----- DATA FOR THIS TASK
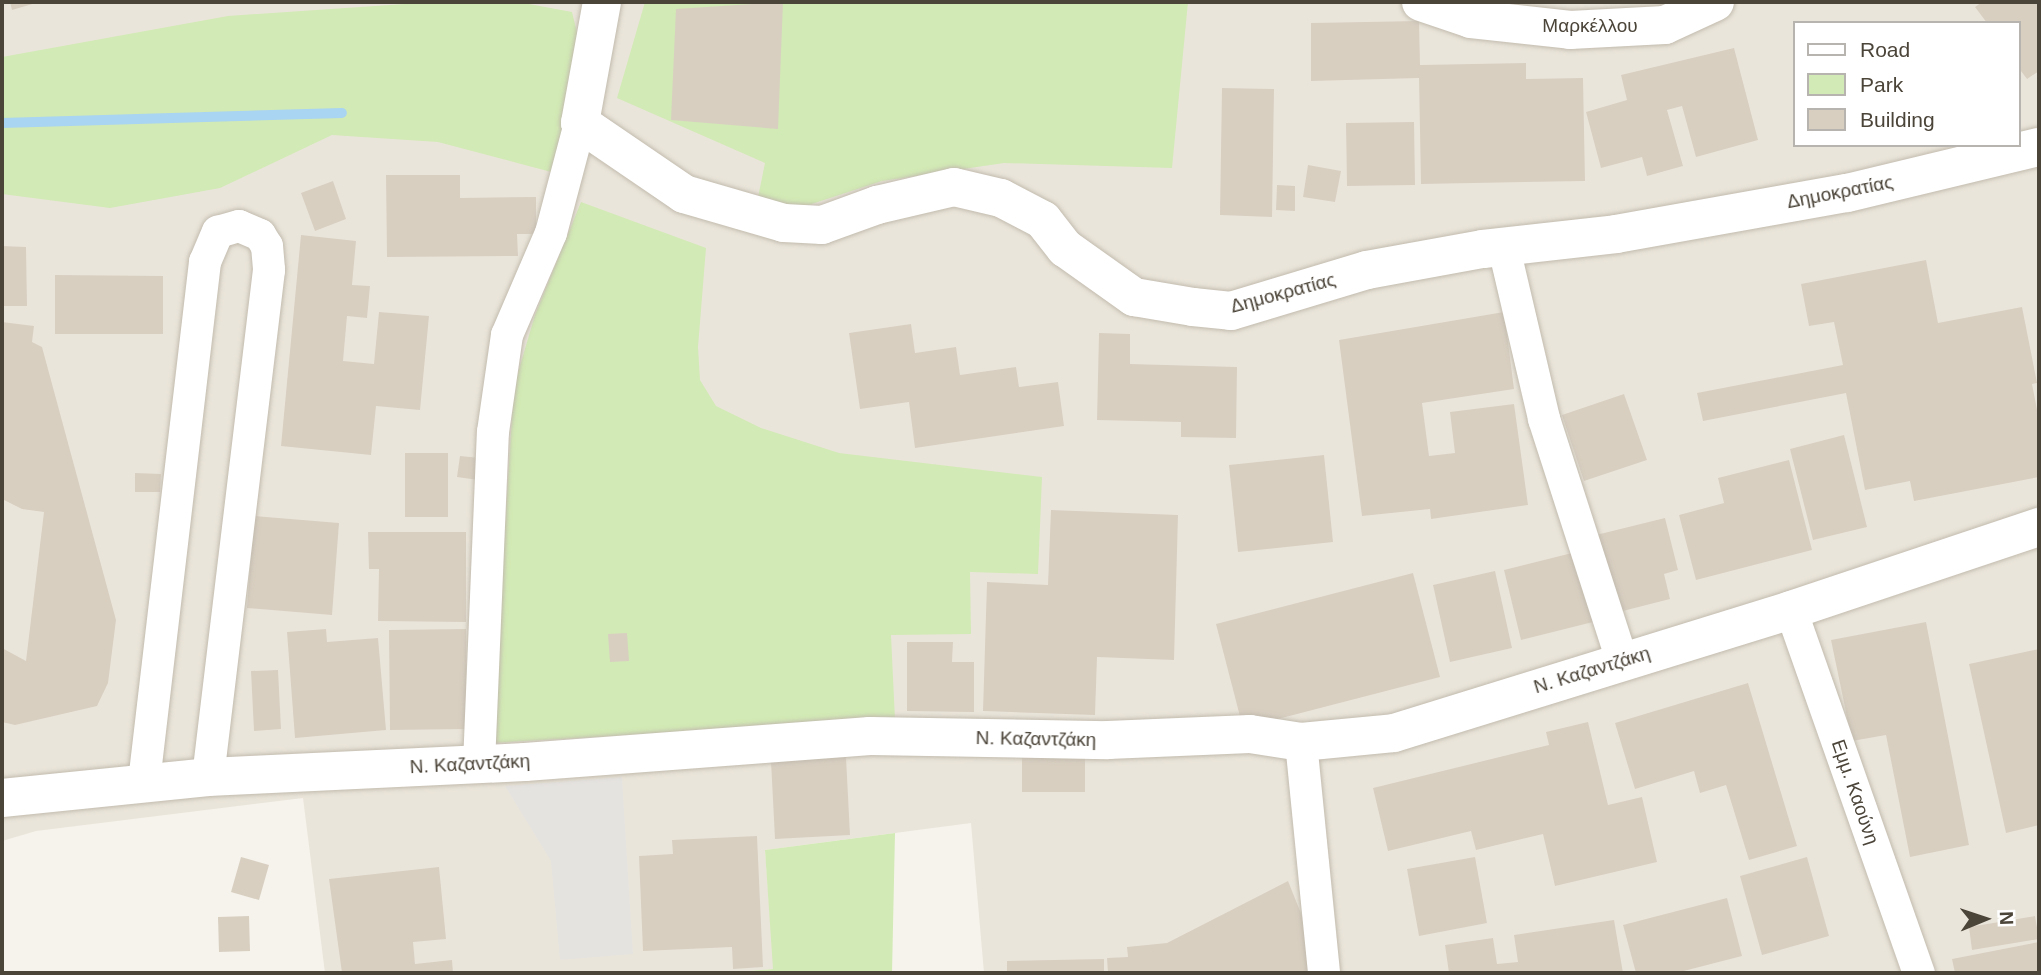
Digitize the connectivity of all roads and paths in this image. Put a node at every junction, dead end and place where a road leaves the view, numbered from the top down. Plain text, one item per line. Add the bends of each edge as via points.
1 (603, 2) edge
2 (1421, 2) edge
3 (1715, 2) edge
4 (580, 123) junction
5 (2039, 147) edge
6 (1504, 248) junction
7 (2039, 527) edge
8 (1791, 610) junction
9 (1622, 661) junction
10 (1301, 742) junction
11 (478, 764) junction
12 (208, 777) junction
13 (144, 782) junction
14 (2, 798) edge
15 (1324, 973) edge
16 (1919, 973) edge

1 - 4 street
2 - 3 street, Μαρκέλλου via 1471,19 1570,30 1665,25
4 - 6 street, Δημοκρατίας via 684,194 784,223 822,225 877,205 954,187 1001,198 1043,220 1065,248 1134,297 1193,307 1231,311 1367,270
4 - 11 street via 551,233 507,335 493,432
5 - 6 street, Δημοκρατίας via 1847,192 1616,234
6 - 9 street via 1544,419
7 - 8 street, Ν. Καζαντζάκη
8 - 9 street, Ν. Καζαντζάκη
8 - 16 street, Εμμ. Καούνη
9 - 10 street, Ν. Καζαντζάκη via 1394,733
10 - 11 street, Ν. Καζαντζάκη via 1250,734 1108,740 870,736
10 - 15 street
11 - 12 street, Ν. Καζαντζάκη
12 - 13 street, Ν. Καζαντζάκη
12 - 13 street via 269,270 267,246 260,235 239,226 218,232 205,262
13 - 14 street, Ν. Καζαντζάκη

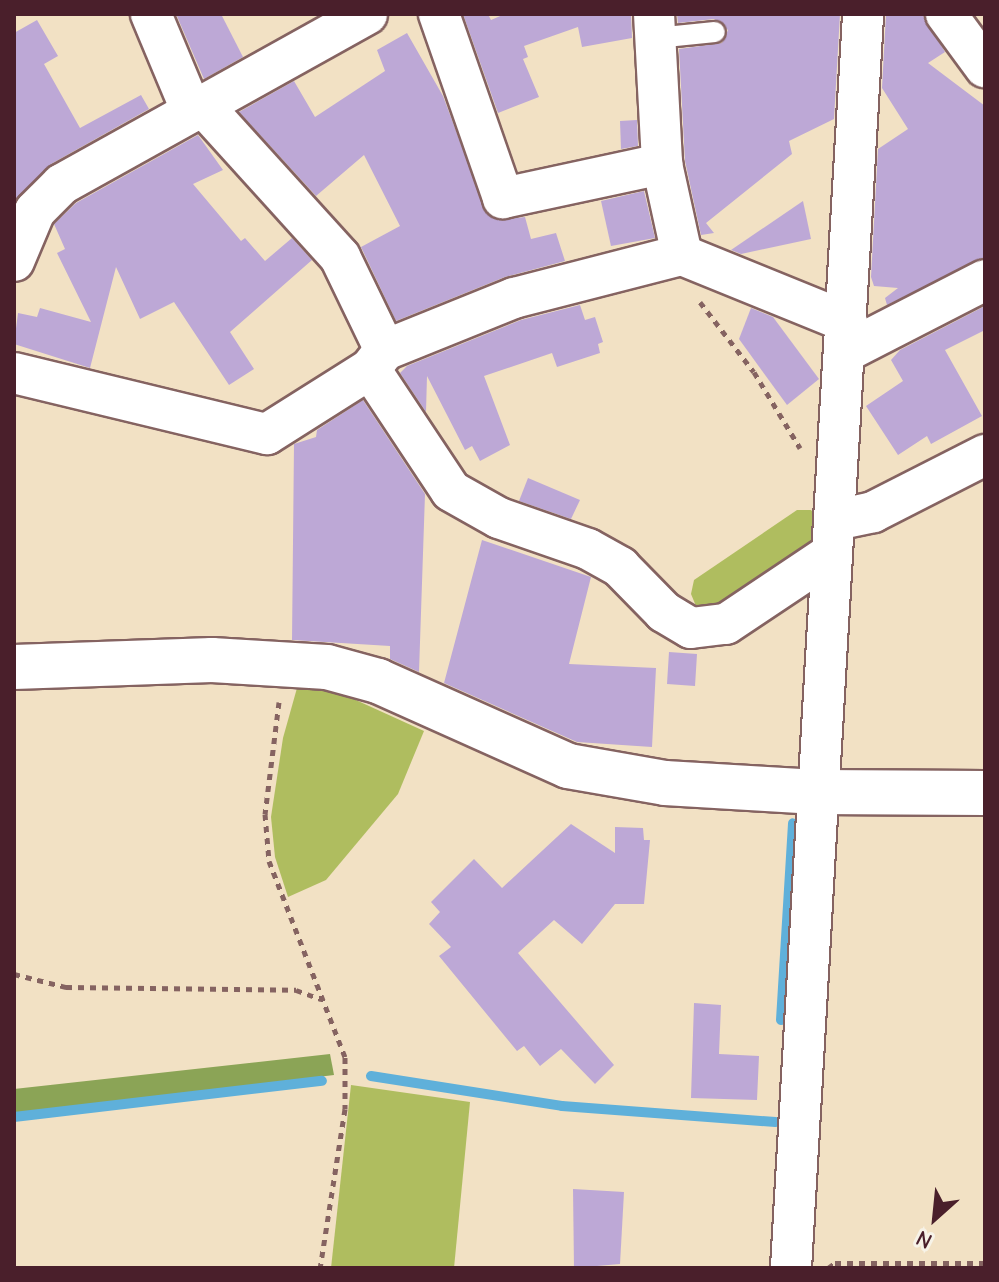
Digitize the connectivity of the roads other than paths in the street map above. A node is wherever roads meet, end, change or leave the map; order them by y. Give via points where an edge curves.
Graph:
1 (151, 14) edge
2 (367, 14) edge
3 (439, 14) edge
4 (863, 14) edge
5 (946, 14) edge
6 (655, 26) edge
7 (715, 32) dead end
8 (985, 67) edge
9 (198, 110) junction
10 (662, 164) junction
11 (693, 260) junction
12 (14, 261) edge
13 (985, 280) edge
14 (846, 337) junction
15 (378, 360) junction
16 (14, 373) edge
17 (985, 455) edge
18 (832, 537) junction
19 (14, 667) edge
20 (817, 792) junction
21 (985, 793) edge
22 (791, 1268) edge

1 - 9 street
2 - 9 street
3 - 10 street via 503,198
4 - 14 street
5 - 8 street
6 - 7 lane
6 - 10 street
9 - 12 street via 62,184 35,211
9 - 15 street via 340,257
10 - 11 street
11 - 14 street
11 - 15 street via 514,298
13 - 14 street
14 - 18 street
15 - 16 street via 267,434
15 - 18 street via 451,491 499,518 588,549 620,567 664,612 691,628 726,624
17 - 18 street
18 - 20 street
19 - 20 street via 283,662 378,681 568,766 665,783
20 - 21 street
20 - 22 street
----------
### WHAT YOU SHOULD DO
Leave out any pictures and return exactly the lines from the beginning of the data through the line with "Digitize the connectivity of the", inclusive.

### COMPLETED EXERCISE
Digitize the connectivity of all roads and paths in this image. Put a node at every junction, dead end and place where a road leaves the view, numbered from the top down. Plain text, one item per line. Add the bends of each edge as via points.
1 (603, 2) edge
2 (1421, 2) edge
3 (1715, 2) edge
4 (580, 123) junction
5 (2039, 147) edge
6 (1504, 248) junction
7 (2039, 527) edge
8 (1791, 610) junction
9 (1622, 661) junction
10 (1301, 742) junction
11 (478, 764) junction
12 (208, 777) junction
13 (144, 782) junction
14 (2, 798) edge
15 (1324, 973) edge
16 (1919, 973) edge

1 - 4 street
2 - 3 street, Μαρκέλλου via 1471,19 1570,30 1665,25
4 - 6 street, Δημοκρατίας via 684,194 784,223 822,225 877,205 954,187 1001,198 1043,220 1065,248 1134,297 1193,307 1231,311 1367,270
4 - 11 street via 551,233 507,335 493,432
5 - 6 street, Δημοκρατίας via 1847,192 1616,234
6 - 9 street via 1544,419
7 - 8 street, Ν. Καζαντζάκη
8 - 9 street, Ν. Καζαντζάκη
8 - 16 street, Εμμ. Καούνη
9 - 10 street, Ν. Καζαντζάκη via 1394,733
10 - 11 street, Ν. Καζαντζάκη via 1250,734 1108,740 870,736
10 - 15 street
11 - 12 street, Ν. Καζαντζάκη
12 - 13 street, Ν. Καζαντζάκη
12 - 13 street via 269,270 267,246 260,235 239,226 218,232 205,262
13 - 14 street, Ν. Καζαντζάκη

Digitize the connectivity of the roads other than paths in the street map above. A node is wherever roads meet, end, change or leave the map; order them by y. Give via points where an edge curves.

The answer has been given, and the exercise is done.